▶ What to do
In the records, find each line where "lane" occurs, and copy it.

▶ Material supplied
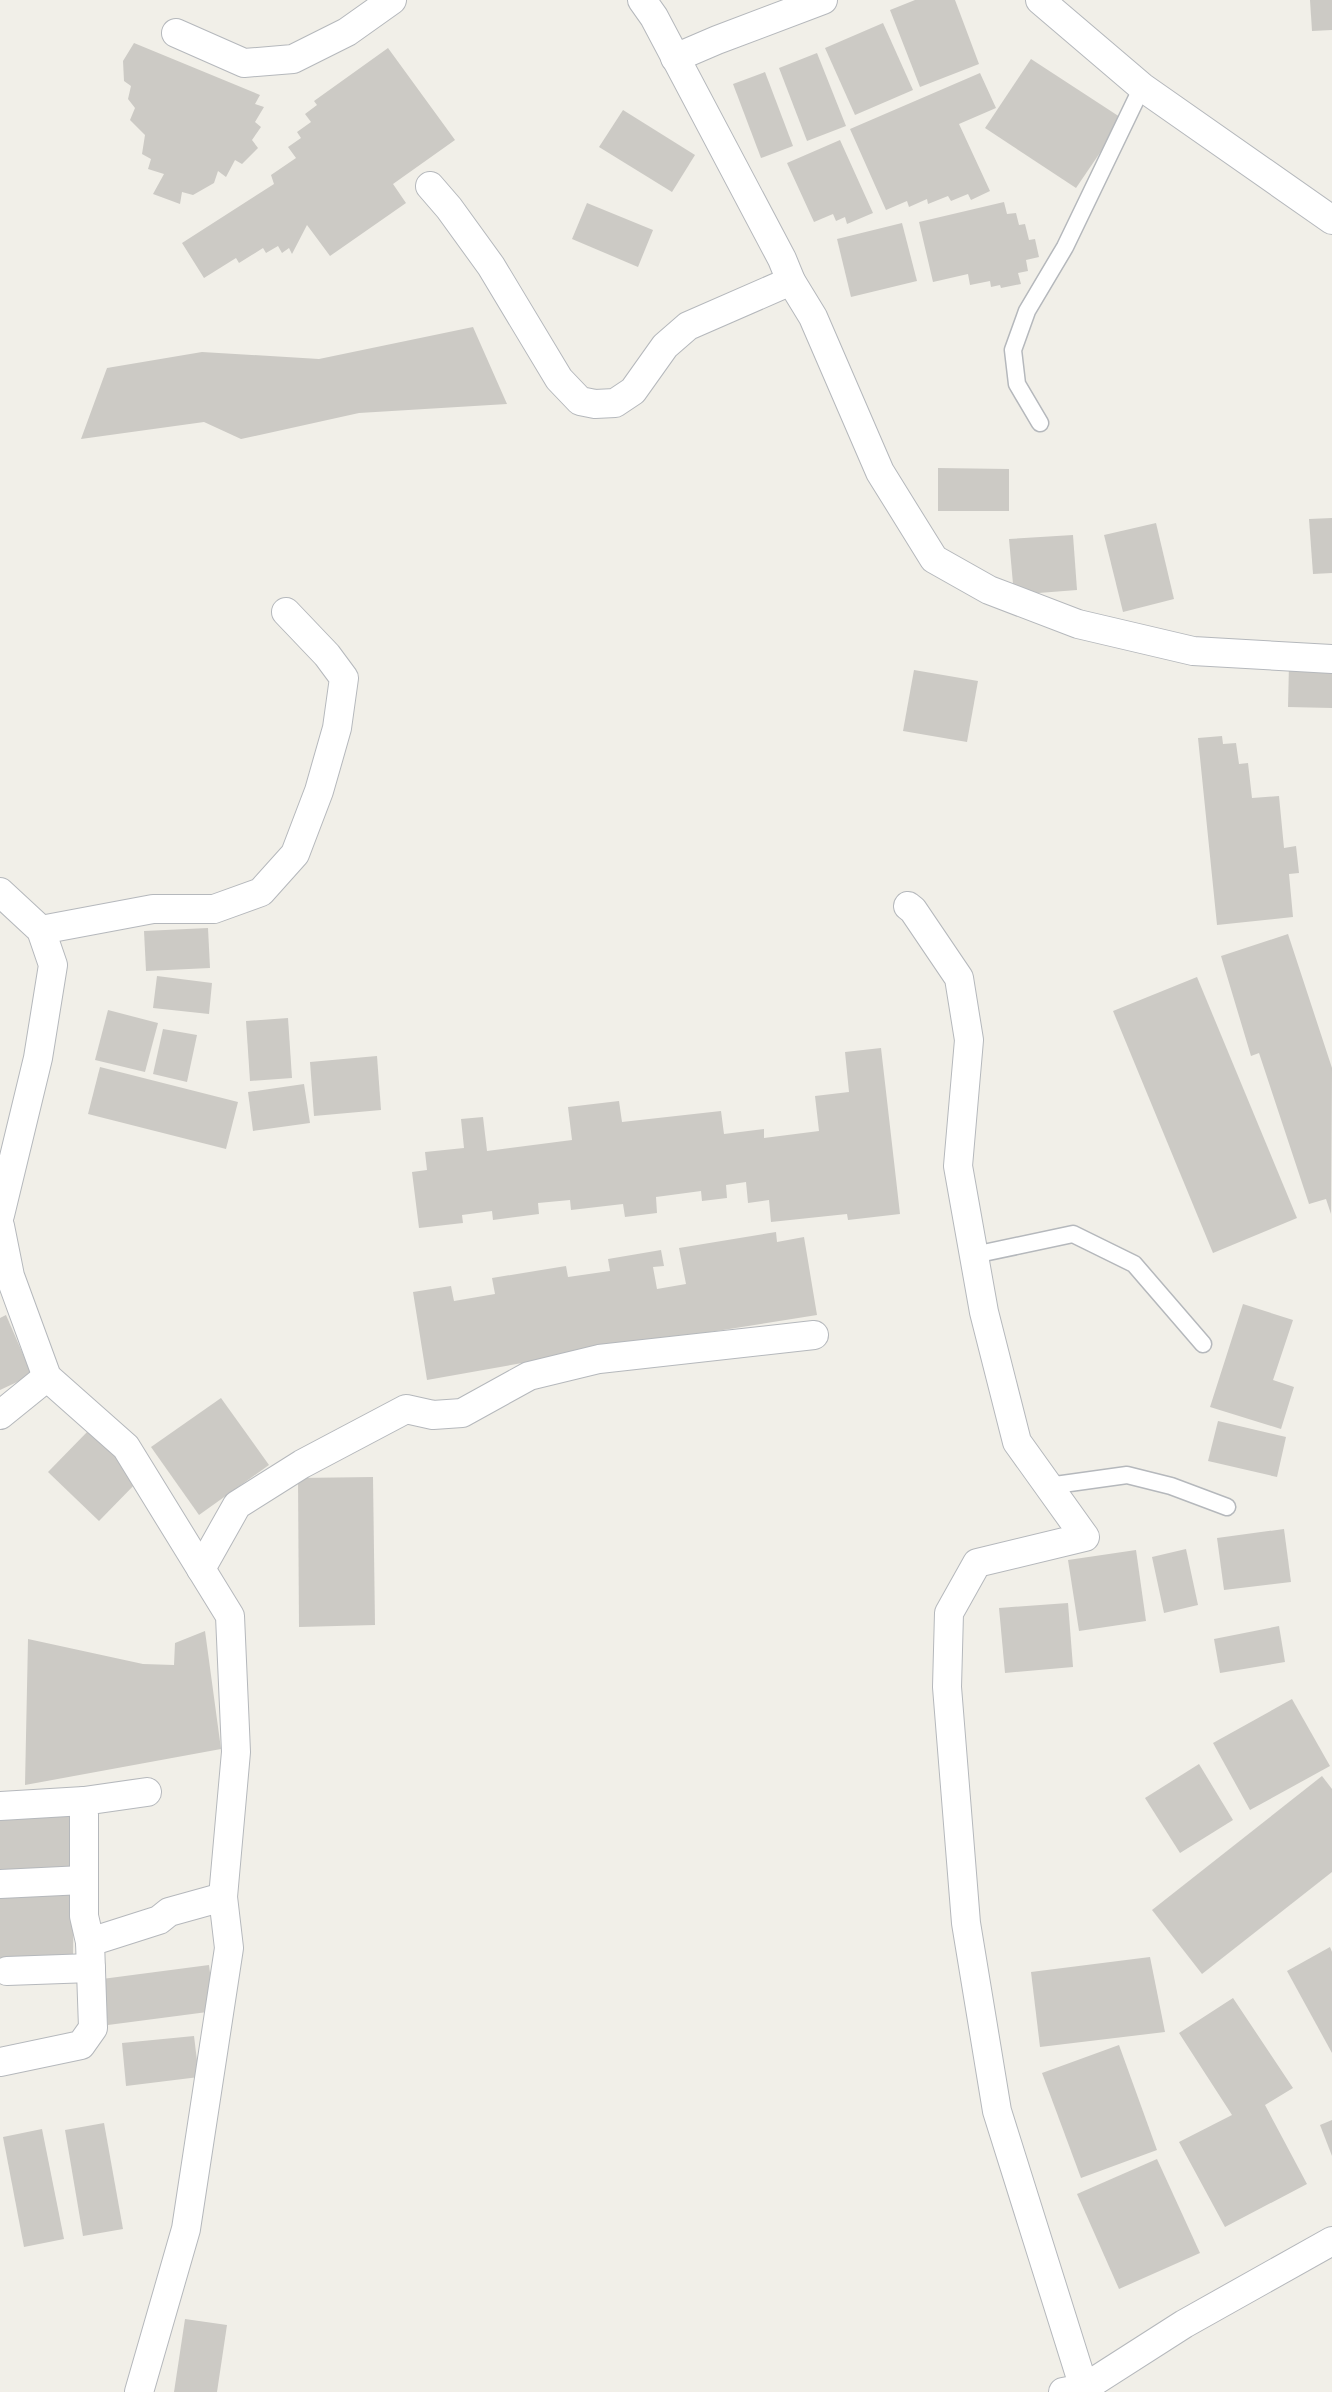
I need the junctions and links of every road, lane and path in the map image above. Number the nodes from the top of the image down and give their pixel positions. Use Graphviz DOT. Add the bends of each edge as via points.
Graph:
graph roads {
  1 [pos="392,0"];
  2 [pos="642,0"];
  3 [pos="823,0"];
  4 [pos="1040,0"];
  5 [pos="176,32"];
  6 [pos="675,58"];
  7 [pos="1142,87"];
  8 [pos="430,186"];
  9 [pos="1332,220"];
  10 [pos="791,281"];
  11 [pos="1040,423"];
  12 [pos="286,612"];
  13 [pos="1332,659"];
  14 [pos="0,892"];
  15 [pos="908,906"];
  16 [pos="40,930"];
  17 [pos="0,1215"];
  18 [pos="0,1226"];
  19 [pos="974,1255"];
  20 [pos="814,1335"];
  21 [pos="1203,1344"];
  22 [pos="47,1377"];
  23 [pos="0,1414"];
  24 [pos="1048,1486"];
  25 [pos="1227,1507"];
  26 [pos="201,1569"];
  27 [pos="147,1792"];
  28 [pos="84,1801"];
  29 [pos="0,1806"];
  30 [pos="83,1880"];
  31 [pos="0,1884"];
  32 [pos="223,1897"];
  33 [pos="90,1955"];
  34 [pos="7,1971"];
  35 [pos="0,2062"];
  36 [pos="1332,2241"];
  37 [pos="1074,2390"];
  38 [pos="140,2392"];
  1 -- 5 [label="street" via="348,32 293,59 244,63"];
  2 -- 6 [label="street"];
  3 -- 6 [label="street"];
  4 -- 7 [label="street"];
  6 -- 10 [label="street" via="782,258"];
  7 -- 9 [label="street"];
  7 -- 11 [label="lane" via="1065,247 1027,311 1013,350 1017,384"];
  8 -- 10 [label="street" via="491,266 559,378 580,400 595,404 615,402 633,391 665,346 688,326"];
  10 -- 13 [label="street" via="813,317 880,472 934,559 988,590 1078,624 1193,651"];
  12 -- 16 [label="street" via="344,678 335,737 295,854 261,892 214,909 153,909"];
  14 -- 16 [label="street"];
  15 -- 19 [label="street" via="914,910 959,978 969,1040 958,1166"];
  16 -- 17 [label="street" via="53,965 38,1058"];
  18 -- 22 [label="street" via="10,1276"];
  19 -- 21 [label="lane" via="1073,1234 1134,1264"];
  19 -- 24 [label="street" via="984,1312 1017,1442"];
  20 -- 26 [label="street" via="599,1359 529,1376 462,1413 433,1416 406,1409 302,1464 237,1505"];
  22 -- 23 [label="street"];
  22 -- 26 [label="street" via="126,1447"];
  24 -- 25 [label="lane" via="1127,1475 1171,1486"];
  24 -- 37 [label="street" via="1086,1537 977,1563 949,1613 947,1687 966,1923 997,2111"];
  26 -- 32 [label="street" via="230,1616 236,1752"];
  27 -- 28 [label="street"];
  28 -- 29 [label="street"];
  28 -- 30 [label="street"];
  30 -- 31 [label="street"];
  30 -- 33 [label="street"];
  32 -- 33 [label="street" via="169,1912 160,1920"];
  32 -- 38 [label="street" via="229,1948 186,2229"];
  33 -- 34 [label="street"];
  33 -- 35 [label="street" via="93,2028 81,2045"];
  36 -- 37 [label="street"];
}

▶ Answer box
I need the junctions and links of every road, lane and path in the map image above. Number the nodes from the top of the image down and give their pixel positions. Use Graphviz DOT. Add the bends of each edge as via points.
  7 -- 11 [label="lane" via="1065,247 1027,311 1013,350 1017,384"];
  19 -- 21 [label="lane" via="1073,1234 1134,1264"];
  24 -- 25 [label="lane" via="1127,1475 1171,1486"];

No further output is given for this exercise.